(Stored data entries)

···

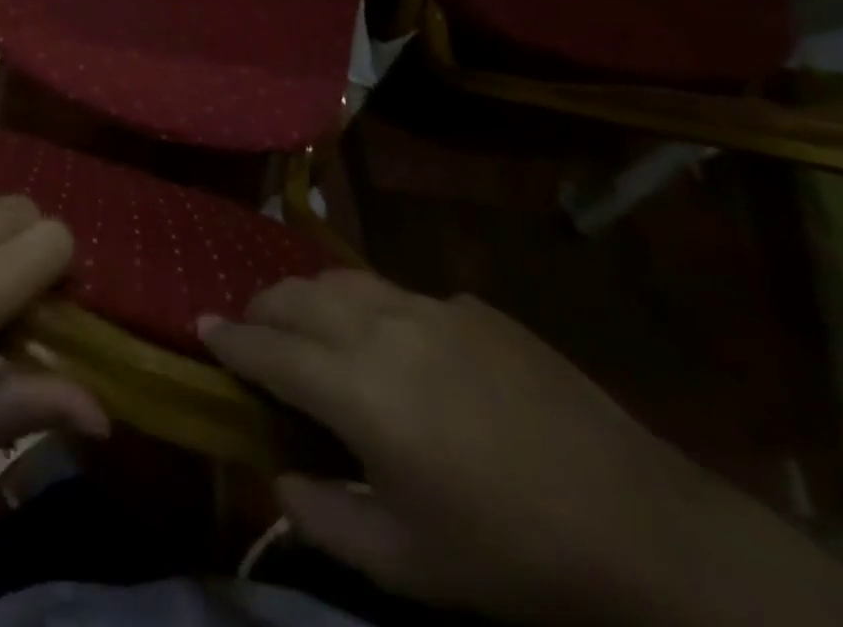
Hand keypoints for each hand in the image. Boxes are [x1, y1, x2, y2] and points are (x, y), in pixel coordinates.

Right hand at [201, 272, 739, 626]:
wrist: (641, 524)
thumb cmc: (510, 554)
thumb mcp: (406, 564)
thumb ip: (322, 517)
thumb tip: (278, 475)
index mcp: (359, 388)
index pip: (268, 348)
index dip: (228, 337)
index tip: (200, 327)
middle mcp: (382, 327)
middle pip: (296, 294)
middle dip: (262, 308)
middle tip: (253, 333)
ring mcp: (430, 306)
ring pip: (341, 278)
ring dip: (309, 297)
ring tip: (308, 326)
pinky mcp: (470, 306)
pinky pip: (398, 293)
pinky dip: (370, 309)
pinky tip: (395, 348)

···

• [Assigned task]:
Each line above should be returned exactly as it stands, minus any pictures.

• [Exercise result]:
Hand keypoints for each hand in the image. Boxes are [x1, y1, x2, y2] and points are (x, y), in pixel coordinates.

Right hand at [201, 272, 739, 626]:
wrist: (641, 524)
thumb cmc: (510, 554)
thumb mcp: (406, 564)
thumb ip: (322, 517)
thumb tip: (278, 475)
index mcp: (359, 388)
index pip: (268, 348)
index dip: (228, 337)
index tip: (200, 327)
middle mcp: (382, 327)
middle pip: (296, 294)
middle dip: (262, 308)
middle tip: (253, 333)
ring mcp: (430, 306)
ring pip: (341, 278)
ring dip: (309, 297)
ring tip: (308, 326)
pinky mcp: (470, 306)
pinky pip: (398, 293)
pinky dip: (370, 309)
pinky tip: (395, 348)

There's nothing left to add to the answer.